/middle

Primary LanguageTypeScript

VDT - Midterm Project

Containerization

  1. Move to frontend directory and build docker image
    docker build -t hoangndst/vdt-frontend:latest .
  • Docker History
    docker history hoangndst/vdt-frontend:latest
  1. Move to backend directory and build docker image
    docker build -t hoangndst/vdt-backend:latest .
  • Docker History
    docker history hoangndst/vdt-backend:latest
  1. Login to docker hub if you have not logged in
    docker login
  2. Push docker images to docker hub
    docker push hoangndst/vdt-frontend:latest
    docker push hoangndst/vdt-backend:latest

Continuous Integration

1. Setup backend test.

  • Using pytest to test backend: test.py
  • Deploy test mongo database
  • Setup Github Action Workflow: test_backend.yml
  • Run when push to master branch or open pull request
    ...
    on:
    push:
      branches: [master]
      paths:
        - "webapp/backend/**"
    pull_request:
      branches: [master]
      paths:
        - "webapp/backend/**"
    ...

2. Auto run unit test when push to github

3. Auto run unit test when open pull request

4. Test result

Continuous Delivery

  1. Setup Github Action Workflow: ci_backend.yml
  • Config run when has new release with format release/v*
    ...
    push:
      tags:
        - release/v*
    ...
  1. Auto build docker image and push to docker hub
  • Create new tag/release
  • Auto Build and Push to Docker Hub

Create NFS server for sharing data between nodes

  1. Overview We will use 10GB disk to create NFS server for sharing data between containers. /dev/sda
  2. Install nfs-kernel-server package
    sudo apt update
    sudo apt install nfs-kernel-server
  3. Create directory for sharing data
    sudo mkdir -p /mnt/nfs_volume/docker_nfs_share
  4. Change ownership of the directory to nobody user
    sudo chown nobody:nogroup /mnt/nfs_volume/docker_nfs_share
  5. Export the directory
    sudo vi /etc/exports
    Add the following line to the file
    /mnt/nfs_volume/docker_nfs_share    *(rw,sync,no_subtree_check,no_root_squash,no_all_squash,insecure)
    • rw: Allow both read and write requests on the NFS volume.
    • sync: Reply to requests only after the changes have been committed to stable storage.
    • no_subtree_check: Disable subtree checking. When a shared directory is the subdirectory of a larger file system, nfs performs scans of every directory above it, in order to verify its permissions and details. Disabling the subtree check may increase the reliability of NFS, but reduce security.
    • no_root_squash: Enable root squashing. This prevents root users connected remotely from having root privileges and assigns them the user ID for the user nfsnobody.
    • no_all_squash: Enable all squashing. This option is the converse of no_root_squash and makes root users on the client machine appear as root users on the NFS server. This option is generally used for diskless clients.
    • insecure: This option allows the NFS server to respond to requests from unprivileged ports (ports greater than 1024). This option is useful for mounting NFS volumes from older clients such as NFS version 3.
  6. Restart the NFS server
    sudo systemctl restart nfs-kernel-server

Project Structure Overview

  1. Infrastructure
  • Digital Ocean: We will use Digital Ocean to create 3 droplets for our project.
    • VM1: This droplet will be used to deploy application and act as NFS server.
    • VM2: This droplet will be used to deploy application.
    • VM3: This droplet will be used to deploy application.
  1. Technologies
  • Ansible: We will use Ansible to provision and deploy application to our droplets.
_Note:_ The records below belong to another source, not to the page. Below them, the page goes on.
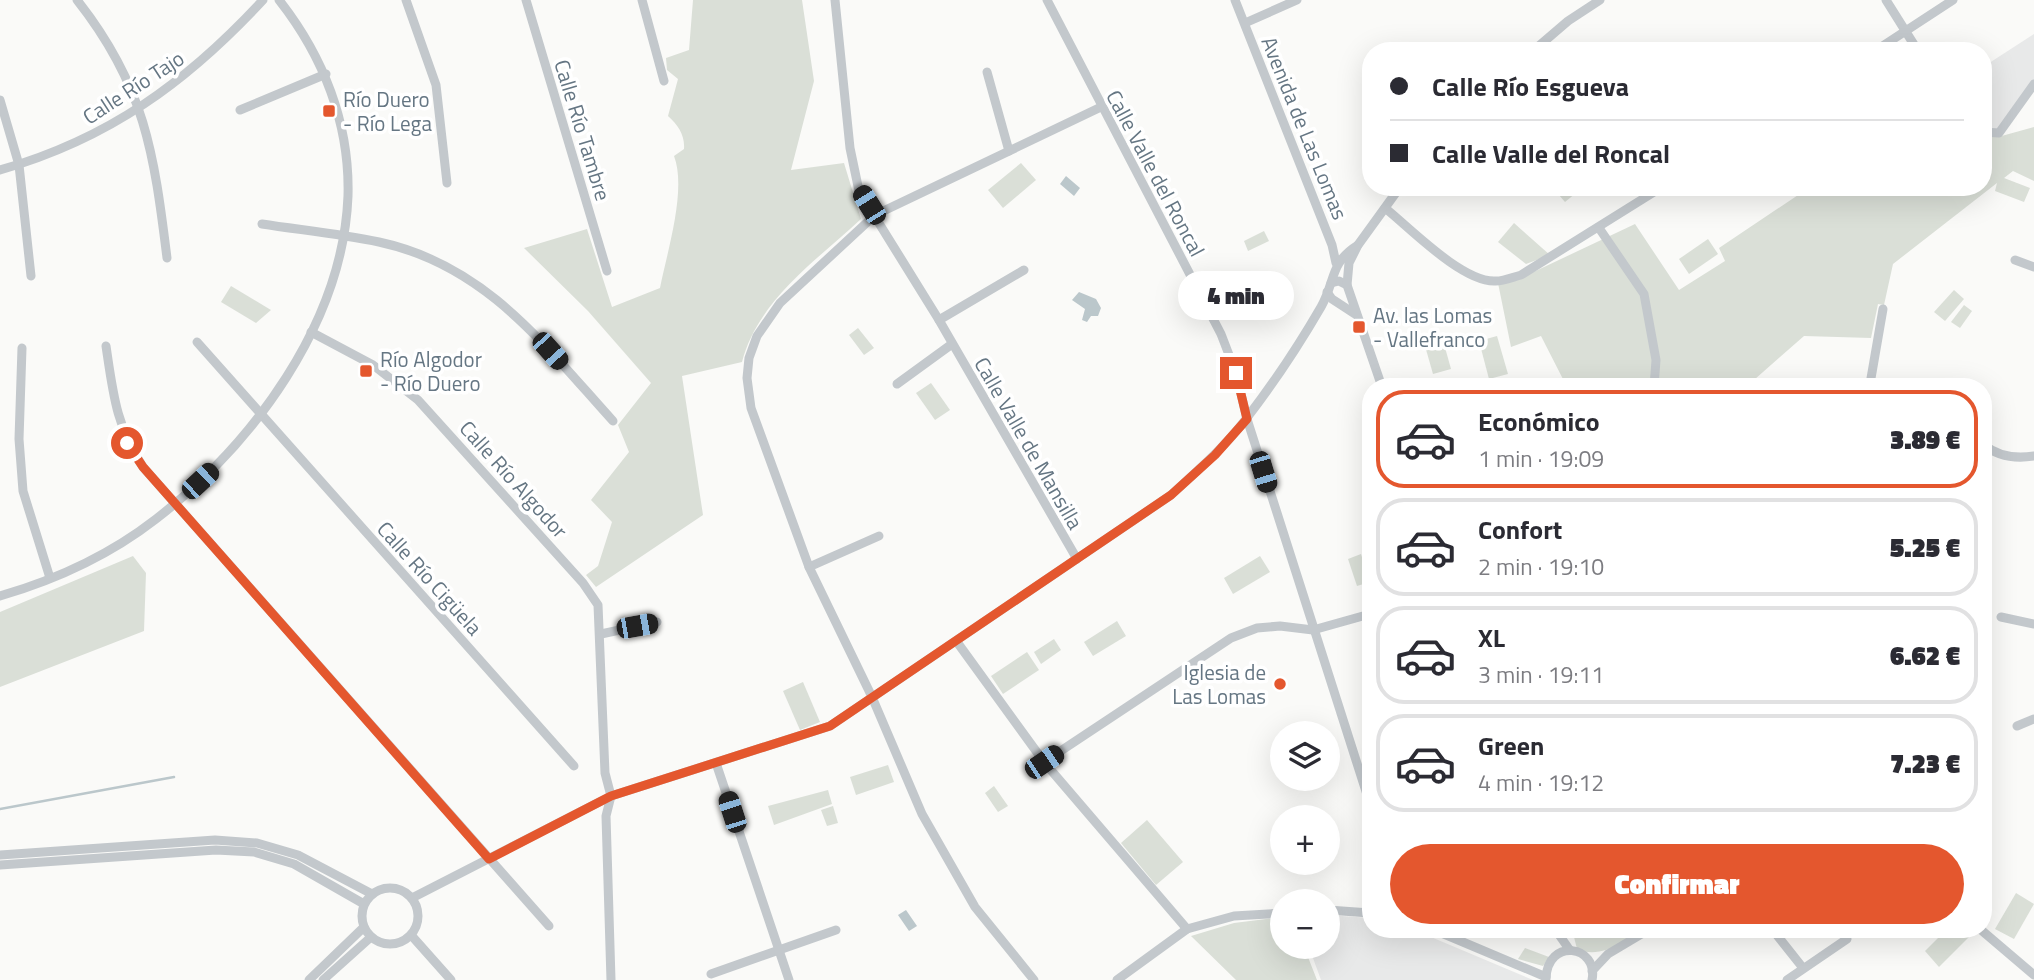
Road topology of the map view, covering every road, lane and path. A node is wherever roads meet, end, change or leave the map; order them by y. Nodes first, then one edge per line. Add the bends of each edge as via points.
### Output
1 (77, 0) edge
2 (263, 0) edge
3 (279, 0) edge
4 (406, 0) edge
5 (526, 0) edge
6 (642, 0) edge
7 (835, 0) edge
8 (1047, 0) edge
9 (1235, 0) edge
10 (1297, 0) edge
11 (1600, 0) edge
12 (1886, 0) edge
13 (1953, 0) edge
14 (1245, 23) junction
15 (1906, 31) junction
16 (1544, 42) edge
17 (1889, 42) edge
18 (1913, 42) edge
19 (987, 72) dead end
20 (326, 74) junction
21 (664, 81) dead end
22 (2034, 85) edge
23 (0, 100) edge
24 (1101, 107) junction
25 (140, 108) junction
26 (240, 110) dead end
27 (1992, 133) edge
28 (1009, 151) junction
29 (19, 165) junction
30 (0, 170) edge
31 (447, 183) dead end
32 (1394, 196) edge
33 (1648, 196) edge
34 (1385, 208) junction
35 (875, 215) junction
36 (262, 224) dead end
37 (1599, 228) junction
38 (343, 236) junction
39 (1358, 246) junction
40 (167, 258) dead end
41 (1339, 259) junction
42 (2015, 260) dead end
43 (1349, 263) junction
44 (2034, 267) edge
45 (1024, 270) dead end
46 (607, 271) dead end
47 (32, 276) dead end
48 (1347, 286) junction
49 (1329, 287) junction
50 (1340, 302) junction
51 (1883, 309) dead end
52 (1357, 315) junction
53 (939, 320) junction
54 (311, 332) junction
55 (197, 342) dead end
56 (952, 344) junction
57 (106, 345) dead end
58 (22, 348) dead end
59 (1379, 378) edge
60 (1654, 378) edge
61 (1873, 378) edge
62 (897, 384) dead end
63 (260, 413) junction
64 (1247, 419) junction
65 (612, 421) dead end
66 (1992, 452) edge
67 (2034, 456) edge
68 (175, 503) junction
69 (879, 536) dead end
70 (1077, 559) junction
71 (809, 567) junction
72 (50, 579) junction
73 (0, 596) edge
74 (1362, 616) edge
75 (2001, 617) dead end
76 (657, 622) dead end
77 (2034, 624) edge
78 (1313, 630) junction
79 (601, 634) junction
80 (957, 642) junction
81 (872, 697) junction
82 (2034, 719) edge
83 (2017, 726) dead end
84 (1044, 762) junction
85 (716, 763) junction
86 (574, 766) dead end
87 (1362, 780) edge
88 (611, 796) junction
89 (0, 855) edge
90 (489, 859) junction
91 (0, 865) edge
92 (372, 894) junction
93 (412, 898) junction
94 (364, 904) junction
95 (1340, 911) edge
96 (1362, 912) edge
97 (1270, 913) edge
98 (548, 926) dead end
99 (364, 927) junction
100 (1187, 929) junction
101 (836, 930) dead end
102 (411, 935) junction
103 (371, 937) junction
104 (1454, 938) edge
105 (1555, 938) edge
106 (1561, 938) edge
107 (1635, 938) edge
108 (1779, 938) edge
109 (1991, 938) edge
110 (1847, 939) dead end
111 (1569, 949) junction
112 (778, 951) junction
113 (1557, 953) junction
114 (1608, 954) junction
115 (1584, 955) junction
116 (1549, 964) junction
117 (1529, 968) junction
118 (1803, 968) junction
119 (711, 974) dead end
120 (2034, 975) edge
121 (1592, 976) edge
122 (1546, 978) edge
123 (309, 980) edge
124 (323, 980) edge
125 (451, 980) edge
126 (611, 980) edge
127 (789, 980) edge
128 (1034, 980) edge
129 (1117, 980) edge
130 (1787, 980) edge

1 - 25 street via 111,48
2 - 25 street, Calle Río Tajo via 190,73
3 - 20 street
4 - 31 street via 436,85
5 - 46 street, Calle Río Tambre
6 - 21 street
7 - 35 street, Calle Valle de Mansilla via 852,166 859,191
8 - 24 street, Calle Valle del Roncal
9 - 14 street, Avenida de Las Lomas
10 - 14 street, Avenida de Las Lomas
11 - 16 street
12 - 15 street
13 - 15 street
14 - 41 street, Avenida de Las Lomas
15 - 17 street
15 - 18 street
19 - 28 street
20 - 26 street
20 - 38 street via 344,144 348,195
22 - 27 street via 1999,134
23 - 29 street
24 - 28 street
24 - 64 street, Calle Valle del Roncal via 1221,334
25 - 29 street, Calle Río Tajo via 80,141
25 - 40 street via 153,158
28 - 35 street
29 - 30 street, Calle Río Tajo
29 - 47 street
32 - 34 street
33 - 37 street
34 - 37 street via 1450,260 1476,277 1495,282 1521,275
34 - 39 street
35 - 53 street, Calle Valle de Mansilla
35 - 71 street via 780,303 757,336 749,358 751,408
36 - 38 street
37 - 60 street via 1644,294 1655,350
38 - 54 street
38 - 65 street via 413,252 472,281 518,316
39 - 41 street
39 - 43 street
41 - 43 street
41 - 49 street
42 - 44 street
43 - 48 street
45 - 53 street
48 - 49 street via 1339,281
48 - 50 street via 1347,296
48 - 52 street
49 - 50 street via 1332,299
49 - 64 street
50 - 52 street
51 - 61 street
52 - 59 street
53 - 56 street, Calle Valle de Mansilla
54 - 63 street
54 - 79 street, Calle Río Algodor via 373,365 418,400 583,583 598,605
55 - 63 street, Calle Río Cigüela
56 - 62 street, Calle Valle de Mansilla
56 - 70 street, Calle Valle de Mansilla
57 - 68 street via 118,421 127,443
58 - 72 street via 19,439 23,491
63 - 68 street via 219,463
63 - 86 street, Calle Río Cigüela
64 - 70 street via 1171,495
64 - 78 street, Calle Valle del Roncal
66 - 67 street via 2016,458
68 - 72 street via 117,545
68 - 90 street
69 - 71 street
70 - 80 street
71 - 81 street
72 - 73 street
74 - 78 street
75 - 77 street
76 - 79 street
78 - 84 street via 1257,628 1231,638
78 - 87 street, Calle Valle del Roncal
79 - 88 street, Calle Río Algodor via 605,773
80 - 81 street
80 - 84 street
81 - 85 street via 830,726
81 - 128 street via 922,814 969,896
82 - 83 street
84 - 100 street
85 - 88 street
85 - 112 street
88 - 90 street
88 - 126 street, Calle Río Algodor via 606,816
89 - 92 street via 215,840 257,843 298,855
90 - 93 street
90 - 98 street
91 - 94 street via 216,850 254,852 294,863
92 - 93 street via 389,888
92 - 94 street
93 - 102 street via 418,917
94 - 99 street
95 - 96 street
97 - 100 street via 1234,916
99 - 103 street
99 - 123 street
100 - 129 street
101 - 112 street
102 - 103 street via 391,944
102 - 125 street
103 - 124 street
104 - 117 street
105 - 113 street
106 - 111 street
107 - 114 street
108 - 118 street
109 - 120 street
110 - 118 street
111 - 113 street
111 - 115 street
112 - 119 street
112 - 127 street
113 - 116 street
114 - 115 street
114 - 121 street
115 - 121 street
116 - 117 street
116 - 122 street
117 - 122 street
118 - 130 street

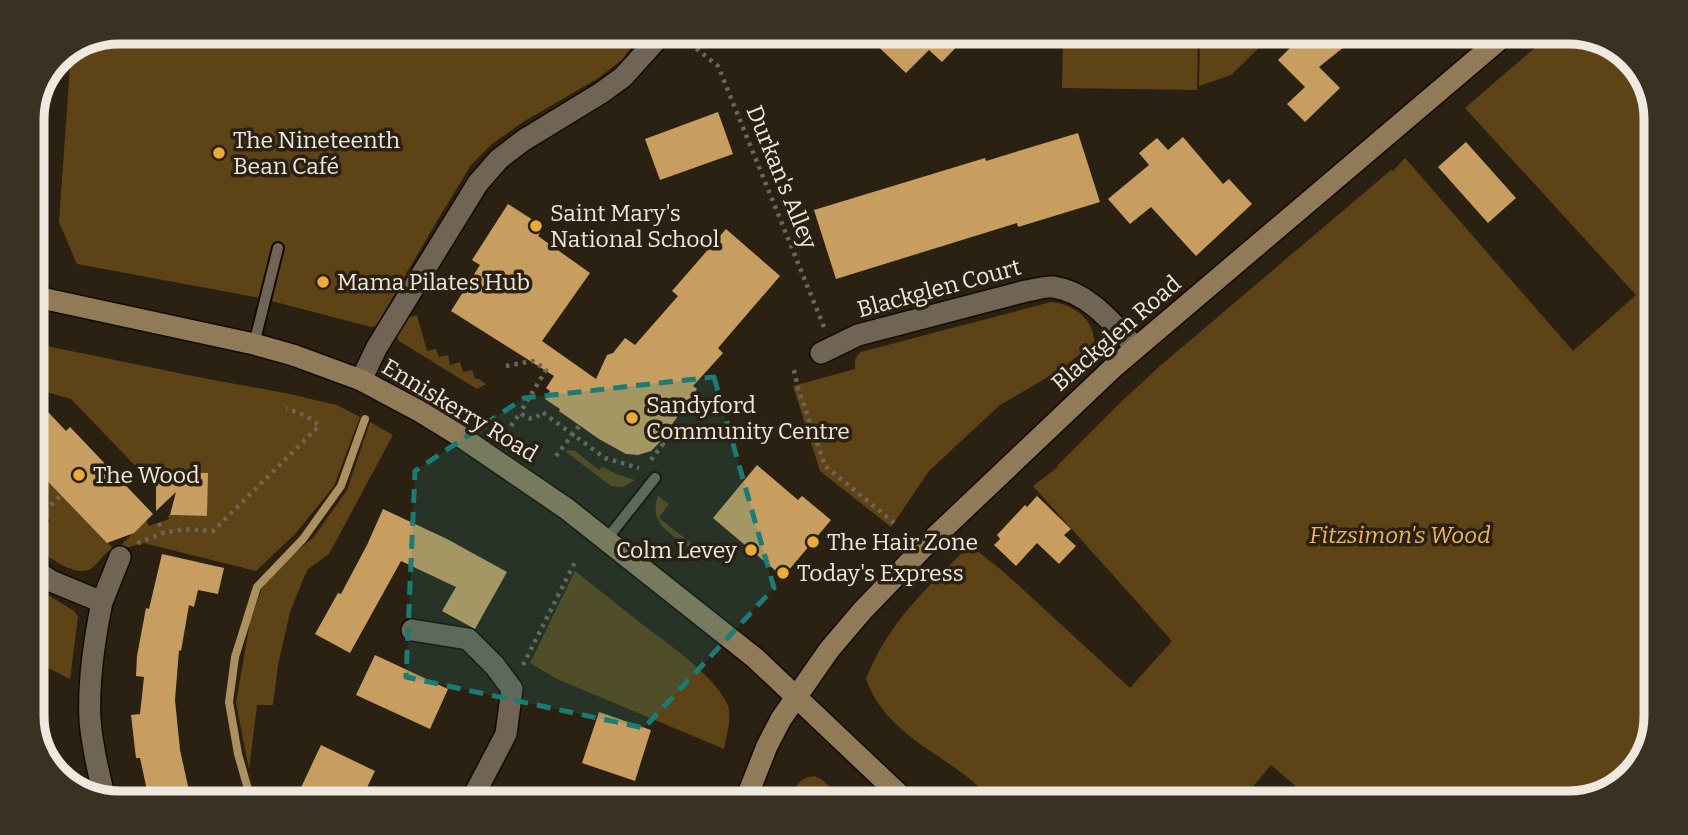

  • Docker: We will use Docker to containerize our application.

  • NFS: We will use NFS to share data between containers.

  • Traefik: We will use Traefik as a reverse proxy and load balancer for our application.

  • MongDB Replica Set: We will use MongoDB Replica Set to store data of our application.

    A replica set in MongoDB is a group of mongod processes that maintain the same data set. Replica sets provide redundancy and high availability, and are the basis for all production deployments. This section introduces replication in MongoDB as well as the components and architecture of replica sets. The section also provides tutorials for common tasks related to replica sets.
  • Nginx: We will use Nginx as web server for our application.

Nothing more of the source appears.